--- START ---

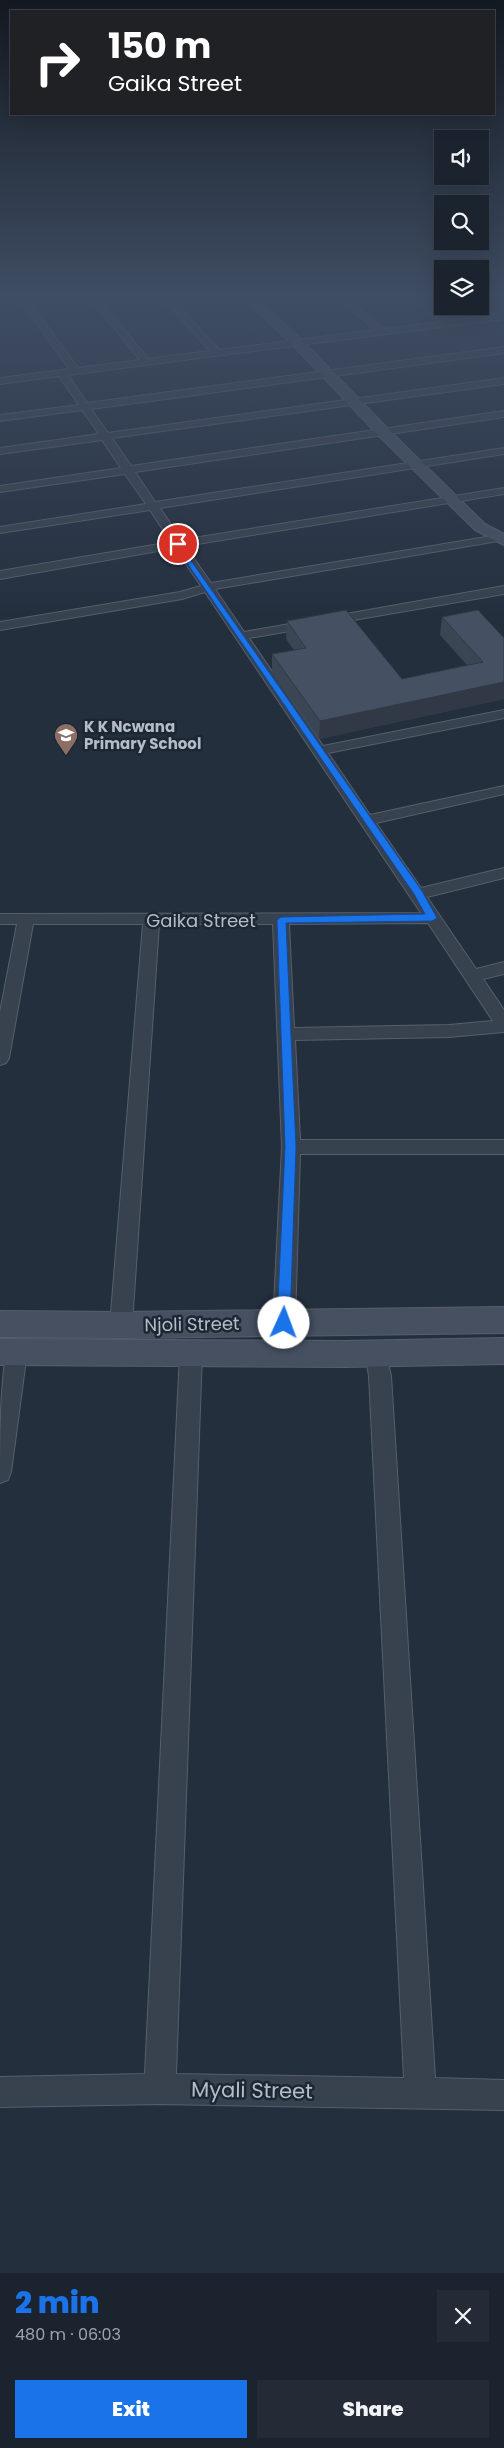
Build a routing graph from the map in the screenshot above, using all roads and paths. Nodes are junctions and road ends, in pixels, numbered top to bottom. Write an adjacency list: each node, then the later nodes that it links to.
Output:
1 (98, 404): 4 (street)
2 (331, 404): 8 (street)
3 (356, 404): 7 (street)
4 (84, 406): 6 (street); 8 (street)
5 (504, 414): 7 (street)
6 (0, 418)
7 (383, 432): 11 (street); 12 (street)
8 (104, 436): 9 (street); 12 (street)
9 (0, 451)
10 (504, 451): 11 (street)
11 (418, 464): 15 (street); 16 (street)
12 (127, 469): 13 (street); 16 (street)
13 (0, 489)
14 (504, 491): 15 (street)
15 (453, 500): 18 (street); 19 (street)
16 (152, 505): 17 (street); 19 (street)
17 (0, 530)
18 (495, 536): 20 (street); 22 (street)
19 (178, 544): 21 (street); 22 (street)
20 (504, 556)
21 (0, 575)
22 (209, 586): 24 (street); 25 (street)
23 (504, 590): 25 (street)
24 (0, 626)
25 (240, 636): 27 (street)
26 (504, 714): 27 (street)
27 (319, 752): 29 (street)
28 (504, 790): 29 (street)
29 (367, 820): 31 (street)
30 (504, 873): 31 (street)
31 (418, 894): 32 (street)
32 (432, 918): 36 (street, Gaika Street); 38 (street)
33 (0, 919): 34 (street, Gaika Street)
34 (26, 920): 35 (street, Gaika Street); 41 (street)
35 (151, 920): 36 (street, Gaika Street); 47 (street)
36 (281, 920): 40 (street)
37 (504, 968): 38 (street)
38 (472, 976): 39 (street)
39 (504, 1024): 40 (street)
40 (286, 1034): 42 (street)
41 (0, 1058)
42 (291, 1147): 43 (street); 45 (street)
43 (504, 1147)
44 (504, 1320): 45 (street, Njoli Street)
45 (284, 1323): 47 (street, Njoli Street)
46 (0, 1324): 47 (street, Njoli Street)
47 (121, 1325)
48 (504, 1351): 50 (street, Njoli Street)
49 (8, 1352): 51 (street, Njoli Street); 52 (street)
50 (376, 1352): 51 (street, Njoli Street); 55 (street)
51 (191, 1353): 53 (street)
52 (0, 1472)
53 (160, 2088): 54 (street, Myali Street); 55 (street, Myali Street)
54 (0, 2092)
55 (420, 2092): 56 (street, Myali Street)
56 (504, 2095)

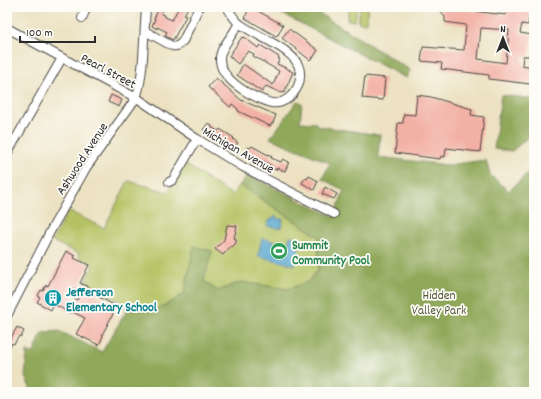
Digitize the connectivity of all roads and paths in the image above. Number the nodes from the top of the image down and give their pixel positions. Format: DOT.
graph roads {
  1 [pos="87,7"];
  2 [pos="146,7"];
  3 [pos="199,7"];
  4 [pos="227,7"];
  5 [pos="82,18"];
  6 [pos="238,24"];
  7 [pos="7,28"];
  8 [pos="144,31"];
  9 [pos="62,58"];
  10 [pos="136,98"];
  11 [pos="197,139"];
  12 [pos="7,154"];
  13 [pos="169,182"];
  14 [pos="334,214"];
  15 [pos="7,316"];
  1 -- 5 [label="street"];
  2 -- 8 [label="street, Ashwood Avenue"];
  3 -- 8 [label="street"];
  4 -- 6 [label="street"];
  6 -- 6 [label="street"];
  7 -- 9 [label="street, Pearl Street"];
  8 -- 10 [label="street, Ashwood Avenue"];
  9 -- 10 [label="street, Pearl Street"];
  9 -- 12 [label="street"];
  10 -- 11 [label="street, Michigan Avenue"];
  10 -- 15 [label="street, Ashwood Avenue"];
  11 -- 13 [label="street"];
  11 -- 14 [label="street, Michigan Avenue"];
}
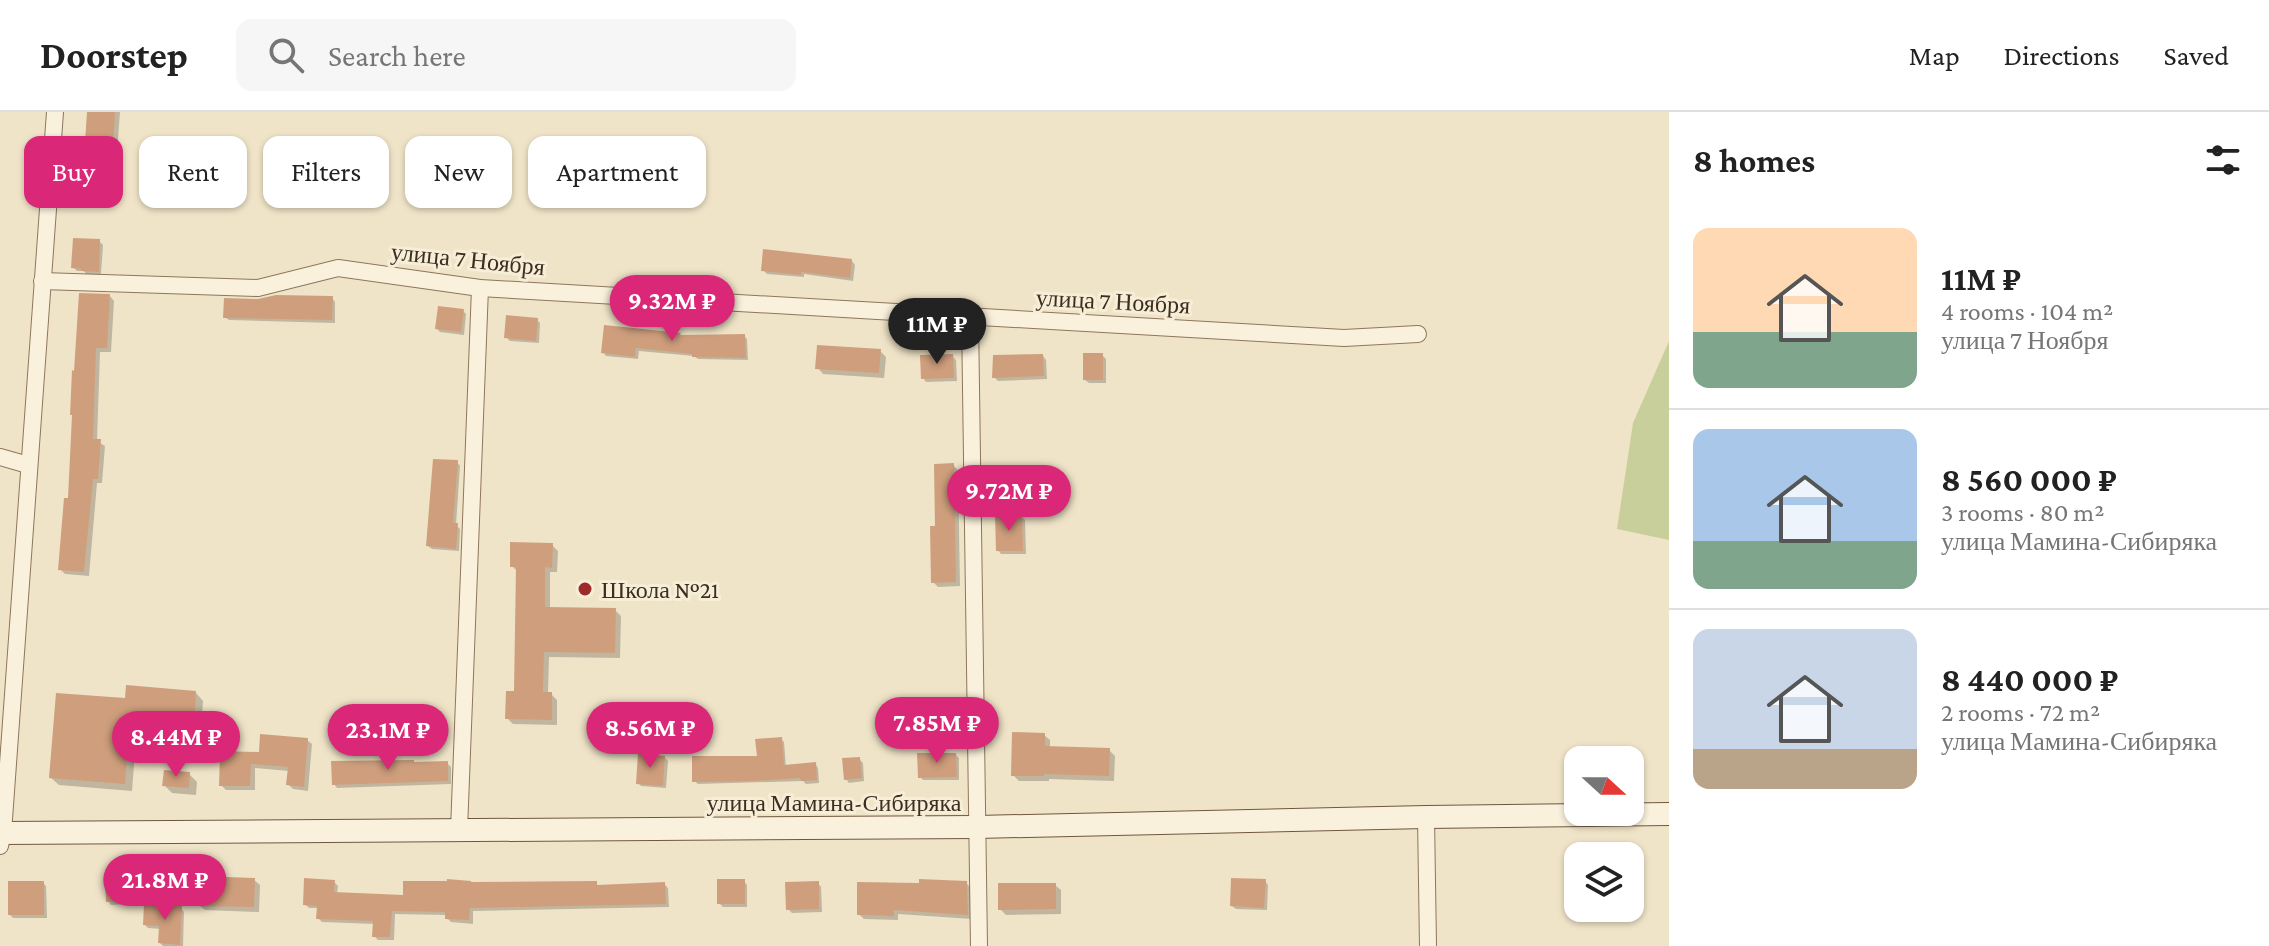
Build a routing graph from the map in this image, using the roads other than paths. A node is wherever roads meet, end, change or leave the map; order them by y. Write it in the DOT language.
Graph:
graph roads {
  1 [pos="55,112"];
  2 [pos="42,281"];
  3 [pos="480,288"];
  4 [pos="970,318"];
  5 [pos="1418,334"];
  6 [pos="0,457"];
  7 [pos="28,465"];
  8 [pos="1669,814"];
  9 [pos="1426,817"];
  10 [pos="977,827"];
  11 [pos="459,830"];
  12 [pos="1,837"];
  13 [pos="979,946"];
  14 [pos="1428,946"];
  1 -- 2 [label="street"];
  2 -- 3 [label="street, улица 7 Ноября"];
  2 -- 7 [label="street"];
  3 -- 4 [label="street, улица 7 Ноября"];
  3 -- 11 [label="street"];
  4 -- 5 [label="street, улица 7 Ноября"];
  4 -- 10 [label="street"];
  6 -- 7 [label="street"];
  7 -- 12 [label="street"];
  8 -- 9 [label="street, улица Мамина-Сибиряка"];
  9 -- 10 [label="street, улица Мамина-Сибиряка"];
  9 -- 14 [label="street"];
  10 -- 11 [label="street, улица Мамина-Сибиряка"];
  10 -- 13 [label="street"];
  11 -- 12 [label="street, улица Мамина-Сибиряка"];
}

--- END ---

## Your objective
All of the entries above should be copied exactly, except for the pictures.

## Your solution
Build a routing graph from the map in the screenshot above, using all roads and paths. Nodes are junctions and road ends, in pixels, numbered top to bottom. Write an adjacency list: each node, then the later nodes that it links to.
Output:
1 (98, 404): 4 (street)
2 (331, 404): 8 (street)
3 (356, 404): 7 (street)
4 (84, 406): 6 (street); 8 (street)
5 (504, 414): 7 (street)
6 (0, 418)
7 (383, 432): 11 (street); 12 (street)
8 (104, 436): 9 (street); 12 (street)
9 (0, 451)
10 (504, 451): 11 (street)
11 (418, 464): 15 (street); 16 (street)
12 (127, 469): 13 (street); 16 (street)
13 (0, 489)
14 (504, 491): 15 (street)
15 (453, 500): 18 (street); 19 (street)
16 (152, 505): 17 (street); 19 (street)
17 (0, 530)
18 (495, 536): 20 (street); 22 (street)
19 (178, 544): 21 (street); 22 (street)
20 (504, 556)
21 (0, 575)
22 (209, 586): 24 (street); 25 (street)
23 (504, 590): 25 (street)
24 (0, 626)
25 (240, 636): 27 (street)
26 (504, 714): 27 (street)
27 (319, 752): 29 (street)
28 (504, 790): 29 (street)
29 (367, 820): 31 (street)
30 (504, 873): 31 (street)
31 (418, 894): 32 (street)
32 (432, 918): 36 (street, Gaika Street); 38 (street)
33 (0, 919): 34 (street, Gaika Street)
34 (26, 920): 35 (street, Gaika Street); 41 (street)
35 (151, 920): 36 (street, Gaika Street); 47 (street)
36 (281, 920): 40 (street)
37 (504, 968): 38 (street)
38 (472, 976): 39 (street)
39 (504, 1024): 40 (street)
40 (286, 1034): 42 (street)
41 (0, 1058)
42 (291, 1147): 43 (street); 45 (street)
43 (504, 1147)
44 (504, 1320): 45 (street, Njoli Street)
45 (284, 1323): 47 (street, Njoli Street)
46 (0, 1324): 47 (street, Njoli Street)
47 (121, 1325)
48 (504, 1351): 50 (street, Njoli Street)
49 (8, 1352): 51 (street, Njoli Street); 52 (street)
50 (376, 1352): 51 (street, Njoli Street); 55 (street)
51 (191, 1353): 53 (street)
52 (0, 1472)
53 (160, 2088): 54 (street, Myali Street); 55 (street, Myali Street)
54 (0, 2092)
55 (420, 2092): 56 (street, Myali Street)
56 (504, 2095)

Digitize the connectivity of all roads and paths in the image above. Number the nodes from the top of the image down and give their pixel positions. Format: DOT.
graph roads {
  1 [pos="87,7"];
  2 [pos="146,7"];
  3 [pos="199,7"];
  4 [pos="227,7"];
  5 [pos="82,18"];
  6 [pos="238,24"];
  7 [pos="7,28"];
  8 [pos="144,31"];
  9 [pos="62,58"];
  10 [pos="136,98"];
  11 [pos="197,139"];
  12 [pos="7,154"];
  13 [pos="169,182"];
  14 [pos="334,214"];
  15 [pos="7,316"];
  1 -- 5 [label="street"];
  2 -- 8 [label="street, Ashwood Avenue"];
  3 -- 8 [label="street"];
  4 -- 6 [label="street"];
  6 -- 6 [label="street"];
  7 -- 9 [label="street, Pearl Street"];
  8 -- 10 [label="street, Ashwood Avenue"];
  9 -- 10 [label="street, Pearl Street"];
  9 -- 12 [label="street"];
  10 -- 11 [label="street, Michigan Avenue"];
  10 -- 15 [label="street, Ashwood Avenue"];
  11 -- 13 [label="street"];
  11 -- 14 [label="street, Michigan Avenue"];
}
Build a routing graph from the map in this image, using the roads other than paths. A node is wherever roads meet, end, change or leave the map; order them by y. Write it in the DOT language.
Graph:
graph roads {
  1 [pos="55,112"];
  2 [pos="42,281"];
  3 [pos="480,288"];
  4 [pos="970,318"];
  5 [pos="1418,334"];
  6 [pos="0,457"];
  7 [pos="28,465"];
  8 [pos="1669,814"];
  9 [pos="1426,817"];
  10 [pos="977,827"];
  11 [pos="459,830"];
  12 [pos="1,837"];
  13 [pos="979,946"];
  14 [pos="1428,946"];
  1 -- 2 [label="street"];
  2 -- 3 [label="street, улица 7 Ноября"];
  2 -- 7 [label="street"];
  3 -- 4 [label="street, улица 7 Ноября"];
  3 -- 11 [label="street"];
  4 -- 5 [label="street, улица 7 Ноября"];
  4 -- 10 [label="street"];
  6 -- 7 [label="street"];
  7 -- 12 [label="street"];
  8 -- 9 [label="street, улица Мамина-Сибиряка"];
  9 -- 10 [label="street, улица Мамина-Сибиряка"];
  9 -- 14 [label="street"];
  10 -- 11 [label="street, улица Мамина-Сибиряка"];
  10 -- 13 [label="street"];
  11 -- 12 [label="street, улица Мамина-Сибиряка"];
}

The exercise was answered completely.